*TRY IT:* Print the lines that start the entries and continue through the one holding "cairo_curve_to(ctx, 1454, 126, 1459.5, 131.5, 1459.5, 138.5);", please, exactly and with the pictures omitted.

*INFORMATION SUPPLIED:*
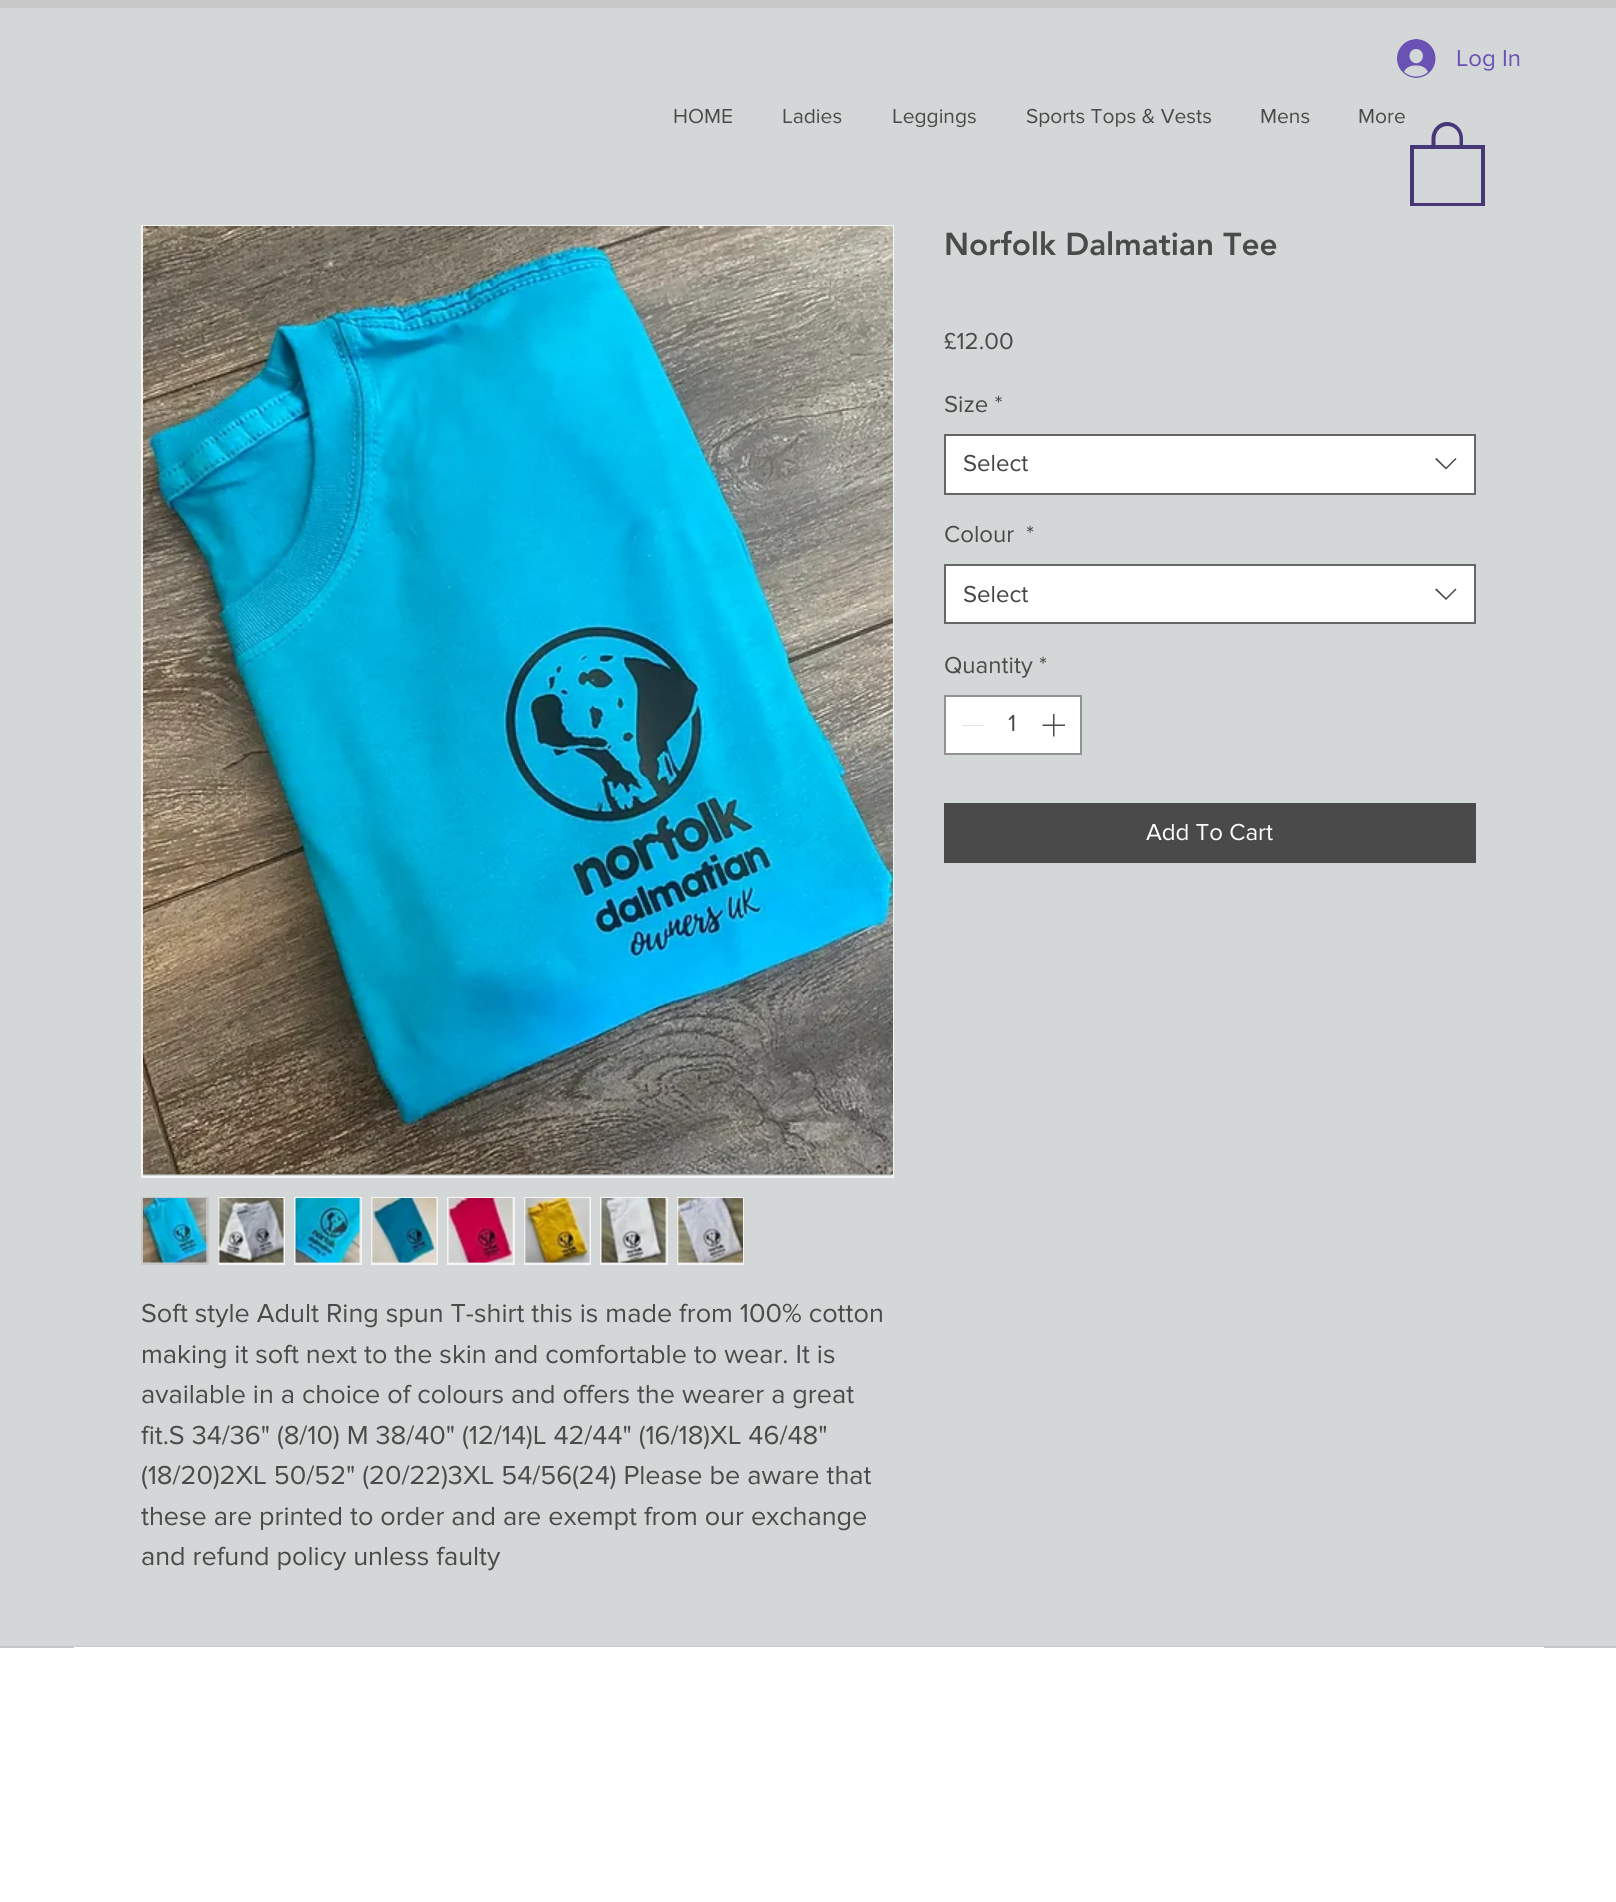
#include <cairo.h>
#include <math.h>
#include <stddef.h>

static cairo_t *ctx;

static void use_color(int r, int g, int b) {
    cairo_set_source_rgb(ctx, r / 255.0, g / 255.0, b / 255.0);
}

static void picture(const char *path, double x, double y, double w, double h) {
    cairo_surface_t *image = cairo_image_surface_create_from_png(path);
    cairo_save(ctx);
    cairo_set_source_surface(ctx, image, x, y);
    cairo_rectangle(ctx, x, y, w, h);
    cairo_fill(ctx);
    cairo_restore(ctx);
    cairo_surface_destroy(image);
}

int main(void) {
    cairo_surface_t *surface = cairo_image_surface_create(CAIRO_FORMAT_RGB24, 1616, 1902);
    ctx = cairo_create(surface);
    cairo_font_options_t *options = cairo_font_options_create();
    cairo_font_options_set_hint_metrics(options, CAIRO_HINT_METRICS_OFF);
    cairo_font_options_set_hint_style(options, CAIRO_HINT_STYLE_NONE);
    cairo_set_font_options(ctx, options);
    cairo_set_miter_limit(ctx, 4);
    use_color(212, 215, 215);
    cairo_paint(ctx);
    use_color(199, 199, 199);
    cairo_rectangle(ctx, 0, 0, 1616, 8);
    cairo_fill(ctx);
    picture("img1.png", 1397, 39, 39, 39);
    cairo_select_font_face(ctx, "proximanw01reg", CAIRO_FONT_SLANT_NORMAL, CAIRO_FONT_WEIGHT_NORMAL);
    cairo_set_font_size(ctx, 24);
    use_color(106, 81, 180);
    cairo_move_to(ctx, 1456, 66);
    cairo_show_text(ctx, "Log In");
    cairo_set_font_size(ctx, 21);
    use_color(74, 74, 74);
    cairo_move_to(ctx, 673, 123);
    cairo_show_text(ctx, "HOME");
    cairo_move_to(ctx, 782, 123);
    cairo_show_text(ctx, "Ladies");
    cairo_move_to(ctx, 892, 123);
    cairo_show_text(ctx, "Leggings");
    cairo_move_to(ctx, 1026, 123);
    cairo_show_text(ctx, "Sports Tops & Vests");
    cairo_move_to(ctx, 1260, 123);
    cairo_show_text(ctx, "Mens");
    cairo_move_to(ctx, 1358, 123);
    cairo_show_text(ctx, "More");
    use_color(71, 54, 120);
    cairo_new_path(ctx);
    cairo_move_to(ctx, 1447, 122);
    cairo_curve_to(ctx, 1438.5, 122, 1431.5, 129.5, 1431.5, 138.5);
    cairo_line_to(ctx, 1431.5, 146.5);
    cairo_line_to(ctx, 1435.5, 146.5);
    cairo_line_to(ctx, 1435.5, 138.5);
    cairo_curve_to(ctx, 1435.5, 131.5, 1440.5, 126, 1447.5, 126);
    cairo_curve_to(ctx, 1454, 126, 1459.5, 131.5, 1459.5, 138.5);
    cairo_line_to(ctx, 1459.5, 146.5);
    cairo_line_to(ctx, 1462.5, 146.5);
    cairo_line_to(ctx, 1462.5, 146);
    cairo_line_to(ctx, 1463, 146);
    cairo_line_to(ctx, 1463, 138.5);
    cairo_curve_to(ctx, 1463, 129.5, 1456, 122, 1447, 122);
    cairo_close_path(ctx);
    cairo_fill(ctx);
    cairo_new_path(ctx);
    cairo_move_to(ctx, 1481, 149);
    cairo_line_to(ctx, 1481, 203);
    cairo_line_to(ctx, 1414, 203);
    cairo_line_to(ctx, 1414, 149);
    cairo_line_to(ctx, 1481, 149);
    cairo_move_to(ctx, 1485, 145);
    cairo_line_to(ctx, 1410, 145);
    cairo_line_to(ctx, 1410, 206);
    cairo_line_to(ctx, 1485, 206);
    cairo_close_path(ctx);
    cairo_fill(ctx);
    cairo_select_font_face(ctx, "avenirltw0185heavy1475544 Black", CAIRO_FONT_SLANT_NORMAL, CAIRO_FONT_WEIGHT_NORMAL);
    cairo_set_font_size(ctx, 31.5);
    use_color(74, 74, 74);
    cairo_move_to(ctx, 944, 255);
    cairo_show_text(ctx, "Norfolk Dalmatian Tee");
    cairo_select_font_face(ctx, "proximanw01reg", CAIRO_FONT_SLANT_NORMAL, CAIRO_FONT_WEIGHT_NORMAL);
    cairo_set_font_size(ctx, 24);
    cairo_move_to(ctx, 944, 349);
    cairo_show_text(ctx, "£12.00");
    cairo_move_to(ctx, 944, 412);
    cairo_show_text(ctx, "Size *");
    use_color(255, 255, 255);
    cairo_rectangle(ctx, 945, 435, 530, 59);
    cairo_fill_preserve(ctx);
    use_color(102, 102, 102);
    cairo_stroke(ctx);
    use_color(68, 68, 68);
    cairo_move_to(ctx, 963, 471);
    cairo_show_text(ctx, "Select");
    cairo_set_fill_rule(ctx, CAIRO_FILL_RULE_EVEN_ODD);
    cairo_new_path(ctx);
    cairo_move_to(ctx, 1455.5, 458);
    cairo_line_to(ctx, 1456.5, 459);
    cairo_line_to(ctx, 1446, 469.5);
    cairo_line_to(ctx, 1435, 459);
    cairo_line_to(ctx, 1436.5, 458);
    cairo_line_to(ctx, 1446, 467.5);
    cairo_close_path(ctx);
    cairo_fill(ctx);
    use_color(74, 74, 74);
    cairo_move_to(ctx, 944, 542);
    cairo_show_text(ctx, "Colour");
    cairo_move_to(ctx, 1026, 542);
    cairo_show_text(ctx, "*");
    use_color(255, 255, 255);
    cairo_rectangle(ctx, 945, 565, 530, 58);
    cairo_fill_preserve(ctx);
    use_color(102, 102, 102);
    cairo_stroke(ctx);
    use_color(68, 68, 68);
    cairo_move_to(ctx, 963, 602);
    cairo_show_text(ctx, "Select");
    cairo_new_path(ctx);
    cairo_move_to(ctx, 1455.5, 588.5);
    cairo_line_to(ctx, 1456.5, 589.5);
    cairo_line_to(ctx, 1446, 600);
    cairo_line_to(ctx, 1435, 589.5);
    cairo_line_to(ctx, 1436.5, 588.5);
    cairo_line_to(ctx, 1446, 598);
    cairo_close_path(ctx);
    cairo_fill(ctx);
    use_color(74, 74, 74);
    cairo_move_to(ctx, 944, 673);
    cairo_show_text(ctx, "Quantity *");
    use_color(255, 255, 255);
    cairo_rectangle(ctx, 945, 696, 136, 58);
    cairo_fill_preserve(ctx);
    use_color(146, 146, 146);
    cairo_stroke(ctx);
    use_color(227, 227, 227);
    cairo_rectangle(ctx, 962, 725, 22, 1);
    cairo_fill(ctx);
    use_color(74, 74, 74);
    cairo_move_to(ctx, 1008, 731);
    cairo_show_text(ctx, "1");
    picture("img2.png", 1042, 714, 23, 23);
    cairo_rectangle(ctx, 944, 803, 532, 60);
    cairo_fill(ctx);
    use_color(255, 255, 255);
    cairo_move_to(ctx, 1146, 840);
    cairo_show_text(ctx, "Add To Cart");
    cairo_rectangle(ctx, 142, 226, 751, 951);
    use_color(245, 245, 245);
    cairo_stroke(ctx);
    picture("img3.png", 143, 226, 750, 949);
    cairo_rectangle(ctx, 142, 1198, 66, 66);
    cairo_fill_preserve(ctx);
    use_color(199, 199, 199);
    cairo_stroke(ctx);
    picture("img4.png", 143, 1198, 65, 65);
    use_color(245, 245, 245);
    cairo_rectangle(ctx, 218, 1197, 67, 68);
    cairo_fill(ctx);
    picture("img5.png", 218, 1198, 66, 65);
    cairo_rectangle(ctx, 294, 1197, 68, 68);
    cairo_fill(ctx);
    picture("img6.png", 295, 1198, 66, 65);
    cairo_rectangle(ctx, 371, 1197, 67, 68);
    cairo_fill(ctx);
    picture("img7.png", 371, 1198, 66, 65);
    cairo_rectangle(ctx, 447, 1197, 68, 68);
    cairo_fill(ctx);
    picture("img8.png", 448, 1198, 66, 65);
    cairo_rectangle(ctx, 524, 1197, 67, 68);
    cairo_fill(ctx);
    picture("img9.png", 524, 1198, 66, 65);
    cairo_rectangle(ctx, 600, 1197, 68, 68);
    cairo_fill(ctx);
    picture("img10.png", 601, 1198, 66, 65);
    cairo_rectangle(ctx, 677, 1197, 67, 68);
    cairo_fill(ctx);
    picture("img11.png", 677, 1198, 66, 65);
    cairo_set_font_size(ctx, 27);
    use_color(74, 74, 74);
    cairo_move_to(ctx, 141, 1322);
    cairo_show_text(ctx, "Soft style Adult Ring spun T-shirt this is made from 100% cotton");
    cairo_move_to(ctx, 141, 1363);
    cairo_show_text(ctx, "making it soft next to the skin and comfortable to wear. It is");
    cairo_move_to(ctx, 141, 1403);
    cairo_show_text(ctx, "available in a choice of colours and offers the wearer a great");
    cairo_move_to(ctx, 141, 1444);
    cairo_show_text(ctx, "fit.S 34/36\" (8/10) M 38/40\" (12/14)L 42/44\" (16/18)XL 46/48\"");
    cairo_move_to(ctx, 141, 1484);
    cairo_show_text(ctx, "(18/20)2XL 50/52\" (20/22)3XL 54/56(24) Please be aware that");
    cairo_move_to(ctx, 141, 1525);
    cairo_show_text(ctx, "these are printed to order and are exempt from our exchange");
    cairo_move_to(ctx, 141, 1565);
    cairo_show_text(ctx, "and refund policy unless faulty");
    use_color(255, 255, 255);
    cairo_rectangle(ctx, 0, 1648, 1616, 254);
    cairo_fill(ctx);
    use_color(199, 199, 199);
    cairo_rectangle(ctx, 0, 1646, 1616, 2);
    cairo_fill(ctx);
    use_color(255, 255, 255);
    cairo_rectangle(ctx, 74, 1647, 1470, 1);
    cairo_fill(ctx);
    cairo_surface_write_to_png(surface, "result.png");
    cairo_font_options_destroy(options);
    cairo_destroy(ctx);
    cairo_surface_destroy(surface);
    return 0;
}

*OUTPUT BELOW:*
#include <cairo.h>
#include <math.h>
#include <stddef.h>

static cairo_t *ctx;

static void use_color(int r, int g, int b) {
    cairo_set_source_rgb(ctx, r / 255.0, g / 255.0, b / 255.0);
}

static void picture(const char *path, double x, double y, double w, double h) {
    cairo_surface_t *image = cairo_image_surface_create_from_png(path);
    cairo_save(ctx);
    cairo_set_source_surface(ctx, image, x, y);
    cairo_rectangle(ctx, x, y, w, h);
    cairo_fill(ctx);
    cairo_restore(ctx);
    cairo_surface_destroy(image);
}

int main(void) {
    cairo_surface_t *surface = cairo_image_surface_create(CAIRO_FORMAT_RGB24, 1616, 1902);
    ctx = cairo_create(surface);
    cairo_font_options_t *options = cairo_font_options_create();
    cairo_font_options_set_hint_metrics(options, CAIRO_HINT_METRICS_OFF);
    cairo_font_options_set_hint_style(options, CAIRO_HINT_STYLE_NONE);
    cairo_set_font_options(ctx, options);
    cairo_set_miter_limit(ctx, 4);
    use_color(212, 215, 215);
    cairo_paint(ctx);
    use_color(199, 199, 199);
    cairo_rectangle(ctx, 0, 0, 1616, 8);
    cairo_fill(ctx);
    picture("img1.png", 1397, 39, 39, 39);
    cairo_select_font_face(ctx, "proximanw01reg", CAIRO_FONT_SLANT_NORMAL, CAIRO_FONT_WEIGHT_NORMAL);
    cairo_set_font_size(ctx, 24);
    use_color(106, 81, 180);
    cairo_move_to(ctx, 1456, 66);
    cairo_show_text(ctx, "Log In");
    cairo_set_font_size(ctx, 21);
    use_color(74, 74, 74);
    cairo_move_to(ctx, 673, 123);
    cairo_show_text(ctx, "HOME");
    cairo_move_to(ctx, 782, 123);
    cairo_show_text(ctx, "Ladies");
    cairo_move_to(ctx, 892, 123);
    cairo_show_text(ctx, "Leggings");
    cairo_move_to(ctx, 1026, 123);
    cairo_show_text(ctx, "Sports Tops & Vests");
    cairo_move_to(ctx, 1260, 123);
    cairo_show_text(ctx, "Mens");
    cairo_move_to(ctx, 1358, 123);
    cairo_show_text(ctx, "More");
    use_color(71, 54, 120);
    cairo_new_path(ctx);
    cairo_move_to(ctx, 1447, 122);
    cairo_curve_to(ctx, 1438.5, 122, 1431.5, 129.5, 1431.5, 138.5);
    cairo_line_to(ctx, 1431.5, 146.5);
    cairo_line_to(ctx, 1435.5, 146.5);
    cairo_line_to(ctx, 1435.5, 138.5);
    cairo_curve_to(ctx, 1435.5, 131.5, 1440.5, 126, 1447.5, 126);
    cairo_curve_to(ctx, 1454, 126, 1459.5, 131.5, 1459.5, 138.5);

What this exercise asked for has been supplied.